▶ _Stored data entries_
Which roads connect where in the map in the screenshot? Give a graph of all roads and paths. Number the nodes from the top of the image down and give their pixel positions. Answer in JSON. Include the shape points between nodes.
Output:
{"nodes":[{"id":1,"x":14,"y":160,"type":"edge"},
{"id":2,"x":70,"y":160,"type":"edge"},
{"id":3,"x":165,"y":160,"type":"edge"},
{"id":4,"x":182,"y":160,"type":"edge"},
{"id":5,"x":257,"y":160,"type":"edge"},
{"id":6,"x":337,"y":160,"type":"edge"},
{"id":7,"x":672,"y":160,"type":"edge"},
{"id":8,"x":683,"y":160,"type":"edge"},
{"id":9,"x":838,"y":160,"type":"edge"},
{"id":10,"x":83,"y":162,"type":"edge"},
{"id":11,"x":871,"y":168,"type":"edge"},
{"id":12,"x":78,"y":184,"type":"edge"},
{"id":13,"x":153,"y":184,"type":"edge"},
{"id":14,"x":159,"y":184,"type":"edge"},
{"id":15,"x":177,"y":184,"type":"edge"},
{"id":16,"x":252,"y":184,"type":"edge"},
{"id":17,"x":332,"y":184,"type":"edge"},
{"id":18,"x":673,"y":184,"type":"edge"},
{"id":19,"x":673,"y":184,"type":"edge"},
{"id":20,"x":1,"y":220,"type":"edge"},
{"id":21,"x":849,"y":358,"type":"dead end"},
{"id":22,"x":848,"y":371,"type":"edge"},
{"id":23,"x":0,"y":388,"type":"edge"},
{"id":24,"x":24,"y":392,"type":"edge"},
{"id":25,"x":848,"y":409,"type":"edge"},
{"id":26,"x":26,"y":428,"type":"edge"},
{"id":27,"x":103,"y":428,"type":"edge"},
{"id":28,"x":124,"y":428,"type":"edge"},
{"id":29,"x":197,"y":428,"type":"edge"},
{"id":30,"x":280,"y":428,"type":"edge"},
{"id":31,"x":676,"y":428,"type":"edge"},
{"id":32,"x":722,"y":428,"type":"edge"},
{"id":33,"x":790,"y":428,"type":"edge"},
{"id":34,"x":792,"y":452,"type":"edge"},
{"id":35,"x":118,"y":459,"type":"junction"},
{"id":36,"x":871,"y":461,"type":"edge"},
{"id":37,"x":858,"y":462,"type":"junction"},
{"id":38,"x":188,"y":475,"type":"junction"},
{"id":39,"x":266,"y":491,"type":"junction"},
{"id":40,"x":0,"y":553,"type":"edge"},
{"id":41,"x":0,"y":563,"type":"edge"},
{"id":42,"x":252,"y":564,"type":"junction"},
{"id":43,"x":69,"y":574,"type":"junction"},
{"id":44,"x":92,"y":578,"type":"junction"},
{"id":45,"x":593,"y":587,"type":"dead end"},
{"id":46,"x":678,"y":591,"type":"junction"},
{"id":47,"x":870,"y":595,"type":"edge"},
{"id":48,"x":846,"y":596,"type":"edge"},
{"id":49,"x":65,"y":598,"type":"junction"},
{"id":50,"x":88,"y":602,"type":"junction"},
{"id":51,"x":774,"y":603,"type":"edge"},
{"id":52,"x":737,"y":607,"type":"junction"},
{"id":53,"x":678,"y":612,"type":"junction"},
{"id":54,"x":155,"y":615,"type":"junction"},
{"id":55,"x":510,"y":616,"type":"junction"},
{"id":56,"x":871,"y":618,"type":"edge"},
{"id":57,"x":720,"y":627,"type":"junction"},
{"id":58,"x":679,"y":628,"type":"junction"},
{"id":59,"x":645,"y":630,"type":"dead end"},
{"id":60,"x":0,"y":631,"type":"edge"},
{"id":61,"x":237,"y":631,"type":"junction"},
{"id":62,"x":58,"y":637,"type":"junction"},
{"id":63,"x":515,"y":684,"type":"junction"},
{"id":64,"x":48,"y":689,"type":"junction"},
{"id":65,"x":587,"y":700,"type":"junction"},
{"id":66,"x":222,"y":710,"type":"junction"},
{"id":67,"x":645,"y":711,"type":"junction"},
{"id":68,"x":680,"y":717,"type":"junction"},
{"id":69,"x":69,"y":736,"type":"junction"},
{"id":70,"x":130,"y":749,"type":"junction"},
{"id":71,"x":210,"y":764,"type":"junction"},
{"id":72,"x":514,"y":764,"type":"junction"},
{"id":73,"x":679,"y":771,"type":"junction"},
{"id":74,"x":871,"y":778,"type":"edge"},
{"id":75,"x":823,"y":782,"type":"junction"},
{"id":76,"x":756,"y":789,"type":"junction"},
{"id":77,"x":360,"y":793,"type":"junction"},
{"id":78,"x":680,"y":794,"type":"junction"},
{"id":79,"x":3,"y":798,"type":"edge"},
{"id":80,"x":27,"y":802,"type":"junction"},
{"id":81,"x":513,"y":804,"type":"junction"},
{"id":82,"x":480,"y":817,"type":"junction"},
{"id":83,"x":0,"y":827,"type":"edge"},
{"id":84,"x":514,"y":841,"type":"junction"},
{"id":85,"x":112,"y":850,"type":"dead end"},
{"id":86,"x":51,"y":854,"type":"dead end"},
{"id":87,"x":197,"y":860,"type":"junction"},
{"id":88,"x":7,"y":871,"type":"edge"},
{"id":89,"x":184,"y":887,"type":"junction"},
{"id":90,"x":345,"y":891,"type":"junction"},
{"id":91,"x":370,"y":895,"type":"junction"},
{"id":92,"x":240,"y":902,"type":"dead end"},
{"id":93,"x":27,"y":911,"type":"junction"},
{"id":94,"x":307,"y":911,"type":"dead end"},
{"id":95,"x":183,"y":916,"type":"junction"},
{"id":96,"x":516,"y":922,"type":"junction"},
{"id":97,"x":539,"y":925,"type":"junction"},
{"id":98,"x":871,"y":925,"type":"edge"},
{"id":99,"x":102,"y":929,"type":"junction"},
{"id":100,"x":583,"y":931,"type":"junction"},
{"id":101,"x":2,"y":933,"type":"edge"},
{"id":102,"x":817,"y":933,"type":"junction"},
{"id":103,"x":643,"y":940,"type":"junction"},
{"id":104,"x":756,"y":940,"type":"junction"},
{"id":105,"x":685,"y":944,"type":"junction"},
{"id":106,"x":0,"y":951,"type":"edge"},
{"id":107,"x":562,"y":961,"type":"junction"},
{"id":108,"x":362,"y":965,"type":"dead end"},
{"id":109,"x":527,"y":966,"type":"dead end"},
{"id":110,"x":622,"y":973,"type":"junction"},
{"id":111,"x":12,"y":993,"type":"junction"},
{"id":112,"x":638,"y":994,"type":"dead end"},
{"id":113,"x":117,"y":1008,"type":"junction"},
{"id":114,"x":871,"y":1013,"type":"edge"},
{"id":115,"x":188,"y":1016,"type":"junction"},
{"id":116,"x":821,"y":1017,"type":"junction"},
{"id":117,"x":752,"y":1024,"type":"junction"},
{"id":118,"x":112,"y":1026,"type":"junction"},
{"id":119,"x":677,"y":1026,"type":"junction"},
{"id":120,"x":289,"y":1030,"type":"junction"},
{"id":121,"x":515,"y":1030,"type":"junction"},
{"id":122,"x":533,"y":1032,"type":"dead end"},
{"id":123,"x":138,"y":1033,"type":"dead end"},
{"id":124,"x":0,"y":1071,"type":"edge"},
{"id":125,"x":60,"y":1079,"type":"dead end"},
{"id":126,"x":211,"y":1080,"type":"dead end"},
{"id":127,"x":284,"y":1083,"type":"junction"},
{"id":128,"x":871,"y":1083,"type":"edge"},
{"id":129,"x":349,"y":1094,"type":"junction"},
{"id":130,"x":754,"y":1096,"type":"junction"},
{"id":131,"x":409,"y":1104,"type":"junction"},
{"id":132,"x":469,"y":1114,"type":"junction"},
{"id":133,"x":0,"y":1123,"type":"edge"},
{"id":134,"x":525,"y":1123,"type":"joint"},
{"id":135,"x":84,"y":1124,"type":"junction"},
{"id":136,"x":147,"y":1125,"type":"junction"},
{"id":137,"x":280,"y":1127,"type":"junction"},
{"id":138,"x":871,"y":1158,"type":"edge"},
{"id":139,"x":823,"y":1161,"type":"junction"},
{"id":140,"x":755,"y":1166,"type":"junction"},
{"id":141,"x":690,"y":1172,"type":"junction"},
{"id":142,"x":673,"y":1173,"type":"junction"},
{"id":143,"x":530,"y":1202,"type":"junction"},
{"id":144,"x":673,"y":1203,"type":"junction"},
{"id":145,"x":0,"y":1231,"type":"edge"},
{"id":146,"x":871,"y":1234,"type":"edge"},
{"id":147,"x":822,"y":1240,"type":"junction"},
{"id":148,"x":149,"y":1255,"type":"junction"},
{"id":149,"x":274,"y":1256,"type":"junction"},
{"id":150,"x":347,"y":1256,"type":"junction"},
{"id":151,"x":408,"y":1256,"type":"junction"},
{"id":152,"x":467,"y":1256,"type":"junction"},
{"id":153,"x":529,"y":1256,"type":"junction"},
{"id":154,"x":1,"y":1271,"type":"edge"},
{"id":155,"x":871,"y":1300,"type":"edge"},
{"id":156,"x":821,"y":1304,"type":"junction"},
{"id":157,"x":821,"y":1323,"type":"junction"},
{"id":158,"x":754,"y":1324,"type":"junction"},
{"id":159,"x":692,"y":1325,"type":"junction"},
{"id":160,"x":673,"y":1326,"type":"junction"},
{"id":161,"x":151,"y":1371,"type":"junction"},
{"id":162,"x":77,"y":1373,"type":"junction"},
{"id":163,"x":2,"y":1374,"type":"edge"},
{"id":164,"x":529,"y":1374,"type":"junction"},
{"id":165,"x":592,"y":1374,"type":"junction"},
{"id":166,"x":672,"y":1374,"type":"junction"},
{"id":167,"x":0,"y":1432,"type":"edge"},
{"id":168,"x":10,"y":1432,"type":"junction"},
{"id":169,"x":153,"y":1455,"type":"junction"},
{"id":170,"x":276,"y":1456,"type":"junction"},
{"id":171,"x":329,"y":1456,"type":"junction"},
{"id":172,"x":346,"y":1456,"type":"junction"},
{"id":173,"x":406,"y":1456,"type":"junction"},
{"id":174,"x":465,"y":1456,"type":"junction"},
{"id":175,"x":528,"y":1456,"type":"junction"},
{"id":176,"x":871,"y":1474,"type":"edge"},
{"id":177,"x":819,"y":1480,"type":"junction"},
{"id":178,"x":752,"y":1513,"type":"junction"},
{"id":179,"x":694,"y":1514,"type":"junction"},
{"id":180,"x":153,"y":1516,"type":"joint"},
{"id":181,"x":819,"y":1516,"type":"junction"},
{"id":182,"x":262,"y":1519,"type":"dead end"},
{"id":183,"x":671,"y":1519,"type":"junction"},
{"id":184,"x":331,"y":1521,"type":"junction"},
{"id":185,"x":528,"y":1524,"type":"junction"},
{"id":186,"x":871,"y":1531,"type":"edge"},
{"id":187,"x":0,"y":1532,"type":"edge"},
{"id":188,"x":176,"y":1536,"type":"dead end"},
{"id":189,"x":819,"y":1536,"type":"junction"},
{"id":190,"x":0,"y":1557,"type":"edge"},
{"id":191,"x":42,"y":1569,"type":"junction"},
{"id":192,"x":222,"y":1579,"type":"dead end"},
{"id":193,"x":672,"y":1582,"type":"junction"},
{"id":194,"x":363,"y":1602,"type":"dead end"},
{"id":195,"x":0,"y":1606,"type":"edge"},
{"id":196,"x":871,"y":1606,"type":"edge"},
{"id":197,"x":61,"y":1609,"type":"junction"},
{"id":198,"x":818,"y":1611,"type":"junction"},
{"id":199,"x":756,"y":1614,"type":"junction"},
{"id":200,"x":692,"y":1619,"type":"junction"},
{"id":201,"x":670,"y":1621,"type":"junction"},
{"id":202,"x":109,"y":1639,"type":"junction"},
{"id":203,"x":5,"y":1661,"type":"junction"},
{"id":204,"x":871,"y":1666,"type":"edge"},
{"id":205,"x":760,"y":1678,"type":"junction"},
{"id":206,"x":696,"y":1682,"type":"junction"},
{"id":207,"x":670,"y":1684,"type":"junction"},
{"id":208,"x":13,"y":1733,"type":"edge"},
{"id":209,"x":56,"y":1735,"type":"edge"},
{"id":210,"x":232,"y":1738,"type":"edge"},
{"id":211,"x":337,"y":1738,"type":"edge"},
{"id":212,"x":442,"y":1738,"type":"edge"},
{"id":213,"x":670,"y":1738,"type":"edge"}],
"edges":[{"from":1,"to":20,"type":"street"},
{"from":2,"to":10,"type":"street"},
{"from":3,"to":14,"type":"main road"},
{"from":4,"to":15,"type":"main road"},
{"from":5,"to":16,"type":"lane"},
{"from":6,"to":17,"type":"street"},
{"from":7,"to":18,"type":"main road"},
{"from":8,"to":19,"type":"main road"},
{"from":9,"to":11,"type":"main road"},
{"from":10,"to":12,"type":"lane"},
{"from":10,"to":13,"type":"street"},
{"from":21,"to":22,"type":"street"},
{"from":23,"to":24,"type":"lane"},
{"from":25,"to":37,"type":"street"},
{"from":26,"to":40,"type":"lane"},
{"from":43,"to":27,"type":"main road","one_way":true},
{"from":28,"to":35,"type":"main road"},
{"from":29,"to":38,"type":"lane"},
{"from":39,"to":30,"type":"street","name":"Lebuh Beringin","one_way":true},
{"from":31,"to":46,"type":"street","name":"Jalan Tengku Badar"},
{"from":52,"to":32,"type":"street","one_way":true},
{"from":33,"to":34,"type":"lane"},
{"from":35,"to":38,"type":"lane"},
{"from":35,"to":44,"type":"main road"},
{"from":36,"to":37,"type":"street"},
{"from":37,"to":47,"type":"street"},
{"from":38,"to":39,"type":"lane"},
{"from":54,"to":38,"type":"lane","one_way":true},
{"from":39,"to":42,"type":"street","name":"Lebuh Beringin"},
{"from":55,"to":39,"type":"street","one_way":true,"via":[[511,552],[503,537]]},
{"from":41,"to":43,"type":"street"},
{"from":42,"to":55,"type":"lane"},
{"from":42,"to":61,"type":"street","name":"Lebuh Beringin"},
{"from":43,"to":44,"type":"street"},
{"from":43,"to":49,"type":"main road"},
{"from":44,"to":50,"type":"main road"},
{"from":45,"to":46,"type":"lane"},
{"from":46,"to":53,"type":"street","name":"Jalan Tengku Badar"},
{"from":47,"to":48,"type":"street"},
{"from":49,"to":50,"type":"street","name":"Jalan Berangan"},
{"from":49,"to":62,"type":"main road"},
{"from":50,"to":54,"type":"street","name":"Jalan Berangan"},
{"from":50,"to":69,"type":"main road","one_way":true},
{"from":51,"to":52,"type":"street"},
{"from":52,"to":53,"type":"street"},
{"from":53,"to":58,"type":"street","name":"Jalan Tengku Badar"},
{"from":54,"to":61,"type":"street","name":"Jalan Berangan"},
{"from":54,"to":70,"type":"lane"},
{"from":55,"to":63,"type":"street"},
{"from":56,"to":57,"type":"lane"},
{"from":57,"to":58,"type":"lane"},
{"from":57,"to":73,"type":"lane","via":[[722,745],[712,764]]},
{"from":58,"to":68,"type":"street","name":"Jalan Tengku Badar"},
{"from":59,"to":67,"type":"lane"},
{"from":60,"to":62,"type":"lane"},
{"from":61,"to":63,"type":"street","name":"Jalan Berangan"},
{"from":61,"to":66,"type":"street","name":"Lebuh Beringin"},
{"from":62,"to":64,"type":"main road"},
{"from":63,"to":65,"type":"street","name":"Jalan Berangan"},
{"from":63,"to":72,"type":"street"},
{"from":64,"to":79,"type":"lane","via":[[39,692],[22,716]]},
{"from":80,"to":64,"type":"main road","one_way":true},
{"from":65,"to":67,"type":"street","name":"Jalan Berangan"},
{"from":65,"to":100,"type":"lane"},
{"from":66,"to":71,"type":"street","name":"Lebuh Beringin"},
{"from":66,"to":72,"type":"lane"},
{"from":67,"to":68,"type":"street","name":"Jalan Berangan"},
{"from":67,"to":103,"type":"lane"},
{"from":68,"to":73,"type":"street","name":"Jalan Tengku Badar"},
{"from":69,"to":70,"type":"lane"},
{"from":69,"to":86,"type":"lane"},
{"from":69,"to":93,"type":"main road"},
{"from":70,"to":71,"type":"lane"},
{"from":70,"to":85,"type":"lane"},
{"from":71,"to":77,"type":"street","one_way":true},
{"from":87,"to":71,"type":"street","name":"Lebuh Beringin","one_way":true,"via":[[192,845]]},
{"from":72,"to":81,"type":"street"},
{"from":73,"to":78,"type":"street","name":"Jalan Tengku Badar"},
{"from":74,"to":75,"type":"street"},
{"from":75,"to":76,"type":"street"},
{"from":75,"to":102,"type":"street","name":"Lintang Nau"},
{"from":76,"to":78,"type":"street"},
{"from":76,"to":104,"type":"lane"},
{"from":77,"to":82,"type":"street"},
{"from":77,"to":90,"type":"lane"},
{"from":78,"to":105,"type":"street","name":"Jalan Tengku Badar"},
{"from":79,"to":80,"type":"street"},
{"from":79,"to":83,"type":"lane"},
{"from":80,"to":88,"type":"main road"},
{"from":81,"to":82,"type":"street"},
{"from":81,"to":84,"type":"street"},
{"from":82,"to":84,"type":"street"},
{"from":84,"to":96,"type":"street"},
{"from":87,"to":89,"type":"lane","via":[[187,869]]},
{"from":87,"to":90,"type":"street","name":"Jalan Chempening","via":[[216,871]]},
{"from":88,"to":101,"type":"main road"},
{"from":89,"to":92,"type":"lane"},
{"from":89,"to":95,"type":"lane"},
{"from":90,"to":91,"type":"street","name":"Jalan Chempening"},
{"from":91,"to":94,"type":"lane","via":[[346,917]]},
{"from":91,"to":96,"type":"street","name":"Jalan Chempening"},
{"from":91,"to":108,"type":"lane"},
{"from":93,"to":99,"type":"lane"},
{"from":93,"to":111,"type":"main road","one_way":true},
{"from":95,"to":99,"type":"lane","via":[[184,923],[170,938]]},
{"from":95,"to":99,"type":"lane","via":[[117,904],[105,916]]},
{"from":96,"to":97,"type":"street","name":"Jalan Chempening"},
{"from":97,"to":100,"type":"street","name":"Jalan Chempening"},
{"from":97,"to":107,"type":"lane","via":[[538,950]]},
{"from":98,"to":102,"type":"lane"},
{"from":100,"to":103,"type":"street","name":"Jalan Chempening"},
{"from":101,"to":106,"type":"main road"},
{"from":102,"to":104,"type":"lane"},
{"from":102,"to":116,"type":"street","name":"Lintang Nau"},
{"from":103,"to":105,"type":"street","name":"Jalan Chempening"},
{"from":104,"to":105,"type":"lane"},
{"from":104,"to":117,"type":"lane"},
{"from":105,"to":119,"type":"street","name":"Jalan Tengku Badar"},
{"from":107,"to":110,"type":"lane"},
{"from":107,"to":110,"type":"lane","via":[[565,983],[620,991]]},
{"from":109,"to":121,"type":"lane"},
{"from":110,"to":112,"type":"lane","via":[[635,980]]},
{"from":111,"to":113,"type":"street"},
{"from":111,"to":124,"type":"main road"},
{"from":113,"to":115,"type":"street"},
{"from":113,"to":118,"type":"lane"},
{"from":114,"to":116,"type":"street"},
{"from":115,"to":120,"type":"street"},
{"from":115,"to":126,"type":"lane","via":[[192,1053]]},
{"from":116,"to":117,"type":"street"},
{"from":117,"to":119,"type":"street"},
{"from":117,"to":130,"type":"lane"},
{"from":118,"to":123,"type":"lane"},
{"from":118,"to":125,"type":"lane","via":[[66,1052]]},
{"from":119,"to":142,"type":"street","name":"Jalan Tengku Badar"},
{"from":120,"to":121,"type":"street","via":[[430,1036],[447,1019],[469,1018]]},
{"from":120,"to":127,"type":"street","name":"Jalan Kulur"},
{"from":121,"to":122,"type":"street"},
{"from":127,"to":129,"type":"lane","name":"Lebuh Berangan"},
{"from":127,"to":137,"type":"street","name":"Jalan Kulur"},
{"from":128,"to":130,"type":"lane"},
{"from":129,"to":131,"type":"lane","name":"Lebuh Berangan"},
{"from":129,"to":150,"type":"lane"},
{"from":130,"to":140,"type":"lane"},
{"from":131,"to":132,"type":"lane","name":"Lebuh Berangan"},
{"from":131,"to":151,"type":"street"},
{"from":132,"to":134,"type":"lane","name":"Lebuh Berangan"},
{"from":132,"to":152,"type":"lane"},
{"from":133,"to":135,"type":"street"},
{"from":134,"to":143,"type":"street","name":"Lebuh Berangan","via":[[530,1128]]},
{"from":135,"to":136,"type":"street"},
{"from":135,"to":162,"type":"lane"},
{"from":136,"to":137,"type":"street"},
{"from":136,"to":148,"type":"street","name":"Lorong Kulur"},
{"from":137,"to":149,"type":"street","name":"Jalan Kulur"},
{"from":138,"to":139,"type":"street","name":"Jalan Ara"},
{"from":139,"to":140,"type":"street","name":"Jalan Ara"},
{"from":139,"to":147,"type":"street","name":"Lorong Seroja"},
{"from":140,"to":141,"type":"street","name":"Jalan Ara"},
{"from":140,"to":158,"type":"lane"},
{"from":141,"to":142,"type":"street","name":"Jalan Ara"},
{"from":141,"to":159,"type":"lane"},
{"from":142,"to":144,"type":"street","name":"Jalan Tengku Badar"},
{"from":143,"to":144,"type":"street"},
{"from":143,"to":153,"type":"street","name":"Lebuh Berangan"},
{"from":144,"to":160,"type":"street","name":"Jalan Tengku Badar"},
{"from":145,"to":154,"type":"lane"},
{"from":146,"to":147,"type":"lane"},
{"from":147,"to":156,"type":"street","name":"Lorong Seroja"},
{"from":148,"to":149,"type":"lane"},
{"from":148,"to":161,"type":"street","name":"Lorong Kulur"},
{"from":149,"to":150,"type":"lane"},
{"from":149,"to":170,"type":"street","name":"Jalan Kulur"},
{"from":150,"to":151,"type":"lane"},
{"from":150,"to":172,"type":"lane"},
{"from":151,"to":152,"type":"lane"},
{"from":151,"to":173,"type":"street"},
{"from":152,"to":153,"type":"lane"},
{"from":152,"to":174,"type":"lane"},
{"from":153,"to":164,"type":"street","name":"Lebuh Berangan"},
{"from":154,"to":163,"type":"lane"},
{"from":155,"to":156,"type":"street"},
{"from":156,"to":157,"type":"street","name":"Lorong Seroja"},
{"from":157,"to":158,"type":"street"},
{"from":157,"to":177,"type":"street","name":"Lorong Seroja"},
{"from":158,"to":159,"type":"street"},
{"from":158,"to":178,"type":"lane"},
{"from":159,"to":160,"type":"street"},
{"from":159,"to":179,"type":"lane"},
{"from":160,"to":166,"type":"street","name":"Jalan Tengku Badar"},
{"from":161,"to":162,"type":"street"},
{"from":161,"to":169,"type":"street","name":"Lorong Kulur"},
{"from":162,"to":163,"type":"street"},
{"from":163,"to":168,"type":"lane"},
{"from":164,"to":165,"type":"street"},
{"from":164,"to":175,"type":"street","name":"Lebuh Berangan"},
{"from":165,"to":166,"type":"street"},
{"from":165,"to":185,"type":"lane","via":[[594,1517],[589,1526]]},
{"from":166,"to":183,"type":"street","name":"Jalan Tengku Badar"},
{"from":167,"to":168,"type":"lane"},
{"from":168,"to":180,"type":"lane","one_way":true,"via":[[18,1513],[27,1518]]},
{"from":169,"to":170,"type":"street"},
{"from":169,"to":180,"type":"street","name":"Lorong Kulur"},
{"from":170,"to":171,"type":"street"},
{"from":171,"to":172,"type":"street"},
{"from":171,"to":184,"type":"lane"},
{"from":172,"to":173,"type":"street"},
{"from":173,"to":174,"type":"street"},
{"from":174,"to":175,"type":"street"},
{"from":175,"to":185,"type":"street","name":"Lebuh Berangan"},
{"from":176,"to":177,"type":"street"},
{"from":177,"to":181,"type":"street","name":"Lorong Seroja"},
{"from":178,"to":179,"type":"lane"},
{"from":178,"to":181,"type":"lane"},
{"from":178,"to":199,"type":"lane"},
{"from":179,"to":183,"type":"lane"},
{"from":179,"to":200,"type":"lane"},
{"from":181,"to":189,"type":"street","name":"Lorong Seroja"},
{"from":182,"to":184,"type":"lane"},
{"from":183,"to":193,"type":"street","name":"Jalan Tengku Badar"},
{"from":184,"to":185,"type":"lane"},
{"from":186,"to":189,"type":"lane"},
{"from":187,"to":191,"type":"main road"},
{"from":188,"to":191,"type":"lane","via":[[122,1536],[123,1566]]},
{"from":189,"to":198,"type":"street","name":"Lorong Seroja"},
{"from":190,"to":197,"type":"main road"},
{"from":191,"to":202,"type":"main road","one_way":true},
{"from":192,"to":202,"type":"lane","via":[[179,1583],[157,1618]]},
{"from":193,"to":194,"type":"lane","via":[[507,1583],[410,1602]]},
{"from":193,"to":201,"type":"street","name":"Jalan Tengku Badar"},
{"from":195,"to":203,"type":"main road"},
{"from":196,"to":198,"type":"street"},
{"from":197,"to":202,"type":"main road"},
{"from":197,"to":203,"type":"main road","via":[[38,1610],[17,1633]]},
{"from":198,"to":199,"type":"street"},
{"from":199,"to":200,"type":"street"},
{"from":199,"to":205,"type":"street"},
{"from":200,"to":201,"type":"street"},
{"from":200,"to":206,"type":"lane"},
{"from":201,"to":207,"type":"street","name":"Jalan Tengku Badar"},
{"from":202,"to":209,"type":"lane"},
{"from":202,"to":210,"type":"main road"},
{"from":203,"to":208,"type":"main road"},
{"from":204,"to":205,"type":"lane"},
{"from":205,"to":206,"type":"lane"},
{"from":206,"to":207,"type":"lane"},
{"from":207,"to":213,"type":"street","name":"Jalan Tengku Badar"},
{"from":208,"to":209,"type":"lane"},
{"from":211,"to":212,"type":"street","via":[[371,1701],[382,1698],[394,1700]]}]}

▶ _Exercise_
Look through the entries above, and wherever a line holds the word "nodes", copy it.

▶ _Written solution_
Which roads connect where in the map in the screenshot? Give a graph of all roads and paths. Number the nodes from the top of the image down and give their pixel positions. Answer in JSON. Include the shape points between nodes.
{"nodes":[{"id":1,"x":14,"y":160,"type":"edge"},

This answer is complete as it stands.